Надо сказать, советовался я с соратниками не так чтобы часто. Обычно все важные решения я принимал самостоятельно, а советы если и случались, то по поводу раздела добычи, награждения отличившихся и тому подобного. Собрались мы перед обедом, мы это Гротте, Кароль и Клим с Ван Дейком. Я прочитал им послание поляков и спросил что они думают по этому поводу. Первому следовало высказываться самому младшему, но Болеслава не было и начал Гротте.

— Ваше королевское высочество! Мы находимся под защитой укреплений, у нас есть теплые дома, и довольно припасов. Последняя вылазка, не смотря на неудачу, не произвела на наших солдат неблагоприятного впечатления. Напротив все славят ваш военный гений и удачливость и готовы идти в бой. Ко всему прочему ожидается прибытие подкреплений. Когда полковник Горн приведет свои войска, можно будет перейти в наступление. Так что если у вас нет иных планов, то я полагаю надо остаться в крепости и наблюдать, как поляки в чистом поле морозят свои задницы! — Проговорив все это мой оберст-лейтенант оглушительно захохотал.

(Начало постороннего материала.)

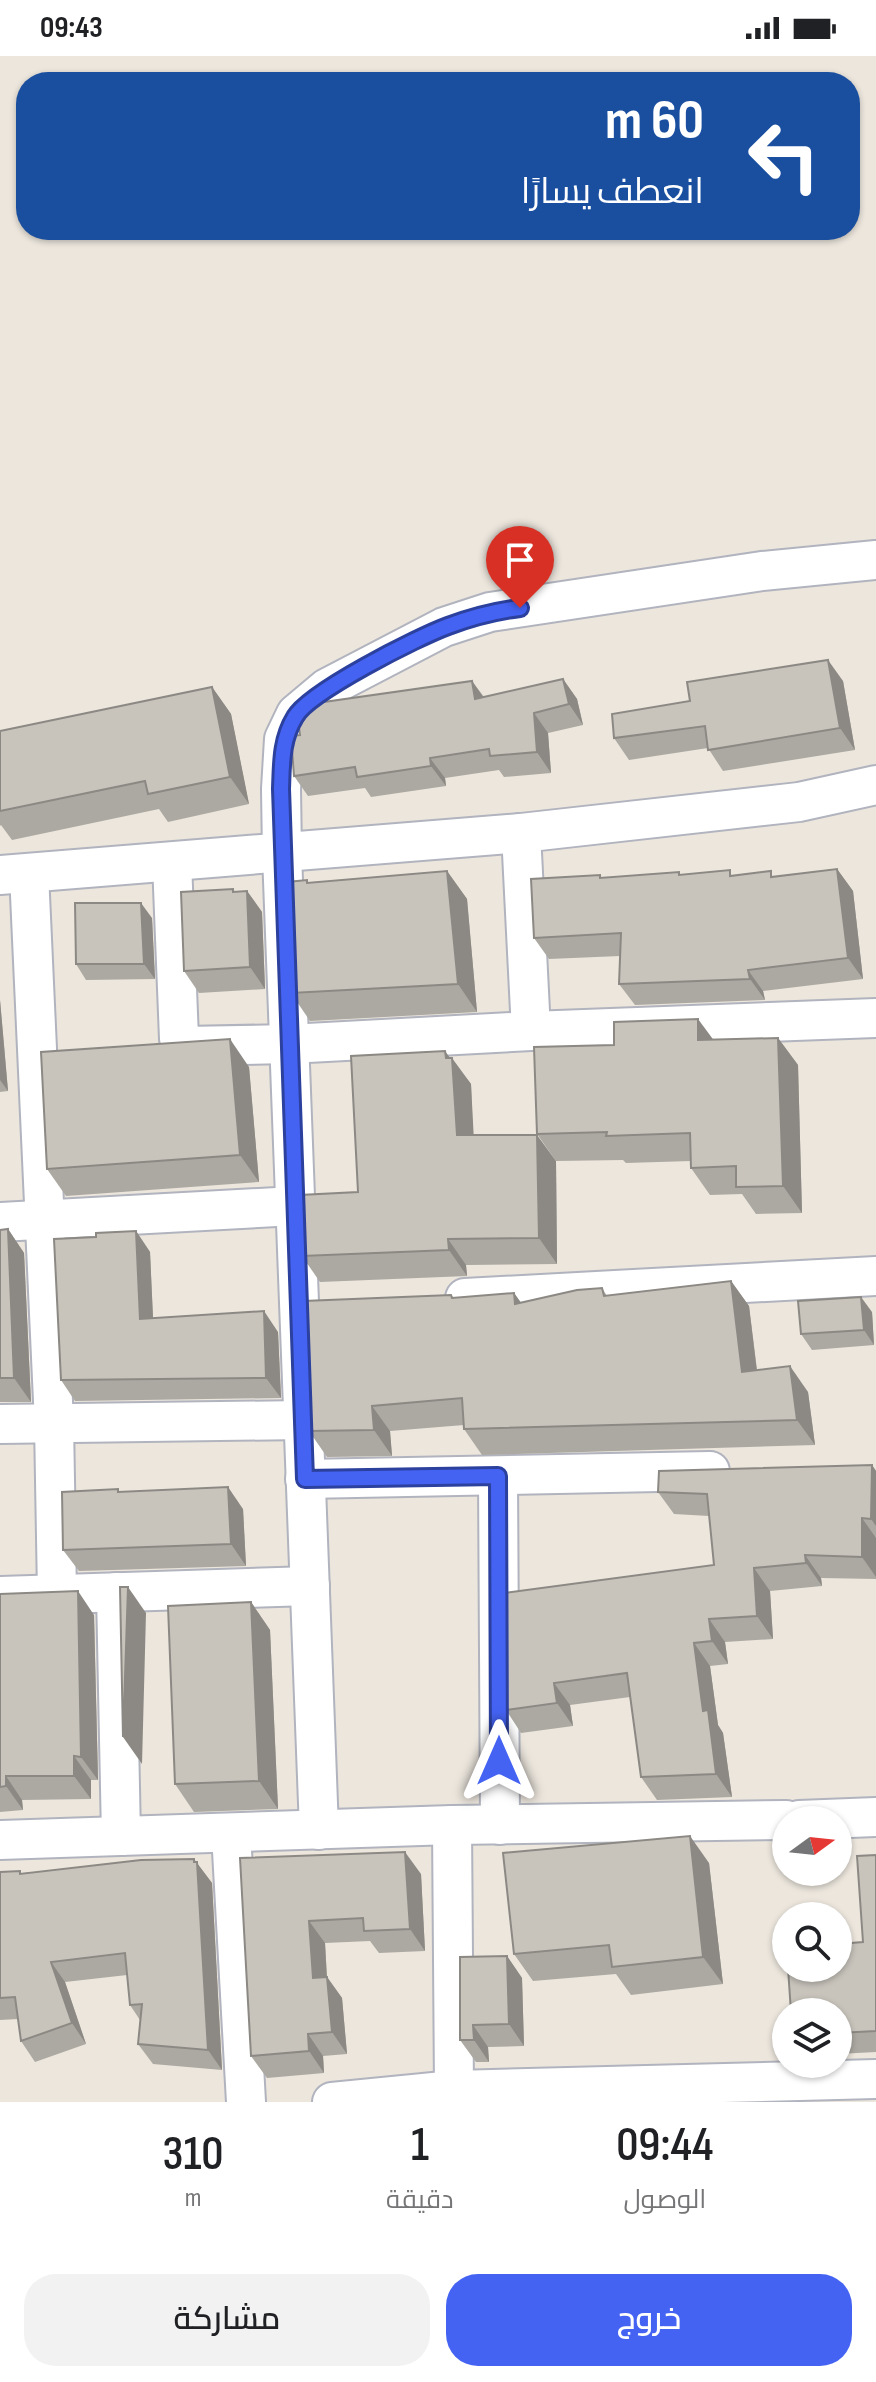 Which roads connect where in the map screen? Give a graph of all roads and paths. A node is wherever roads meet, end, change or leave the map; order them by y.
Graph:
1 (876, 560) edge
2 (876, 785) edge
3 (521, 833) junction
4 (282, 854) junction
5 (172, 862) junction
6 (14, 874) edge
7 (876, 1018) edge
8 (531, 1031) junction
9 (289, 1044) junction
10 (295, 1206) junction
11 (43, 1220) junction
12 (0, 1222) edge
13 (876, 1276) edge
14 (426, 1300) edge
15 (303, 1420) junction
16 (54, 1423) junction
17 (0, 1424) edge
18 (751, 1469) edge
19 (498, 1476) junction
20 (305, 1479) junction
21 (310, 1586) junction
22 (116, 1592) junction
23 (57, 1594) junction
24 (0, 1596) edge
25 (876, 1817) edge
26 (852, 1818) edge
27 (772, 1820) edge
28 (452, 1825) junction
29 (500, 1825) junction
30 (319, 1830) junction
31 (231, 1833) junction
32 (121, 1836) junction
33 (0, 1840) edge
34 (876, 2079) edge
35 (454, 2090) junction
36 (681, 2094) edge
37 (246, 2102) edge
38 (332, 2102) edge

1 - 4 street
2 - 3 street
3 - 4 street
3 - 8 street
4 - 5 street
4 - 9 street
5 - 6 street
5 - 9 street
6 - 11 street
7 - 8 street
8 - 9 street
9 - 10 street
10 - 11 street
10 - 15 street
11 - 12 street
11 - 16 street
13 - 14 street
15 - 16 street
15 - 20 street
16 - 17 street
16 - 23 street
18 - 19 street
19 - 20 street
19 - 29 street
20 - 21 street
21 - 22 street
21 - 30 street
22 - 23 street
22 - 32 street
23 - 24 street
25 - 26 street
27 - 29 street
28 - 29 street
28 - 30 street
28 - 35 street
30 - 31 street
31 - 32 street
31 - 37 street
32 - 33 street
34 - 36 street
35 - 36 street
35 - 38 street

Ван Дейк высказался в том же духе, хотя и несколько осторожнее. По его словам, польская осада не будет иметь успеха, если литовский гетман не пришлет им подкреплений и пушек.

— Ходкевич сейчас занят походом на Москву вместе с королем Сигизмундом, — задумчиво проговорил я в ответ. — Вряд ли у него есть сейчас свободные силы на это.

Кароль фон Гершов был как всегда лаконичен: — "как прикажет ваше высочество". Последним высказался Клим.

— Сил у поляков мало, на приступ они не пойдут, а коли пойдут, то кровью умоются. Только на что мы этот поход затеяли? Если Эстляндию брать под руку его христианнейшего величества короля Густава Адольфа это одно, а если просто погулять-пограбить, то совсем иное. Потому я так полагаю, коли воевать Эстляндию дальше, так надо ждать Горна. Только вот человек он, как есть, каверзный и неверный. А ну как не дождёмся? В таком разе, чего-бы и не уйти с честью, взяв добычу? Славы нашей от того не убудет, потерь же куда как меньше.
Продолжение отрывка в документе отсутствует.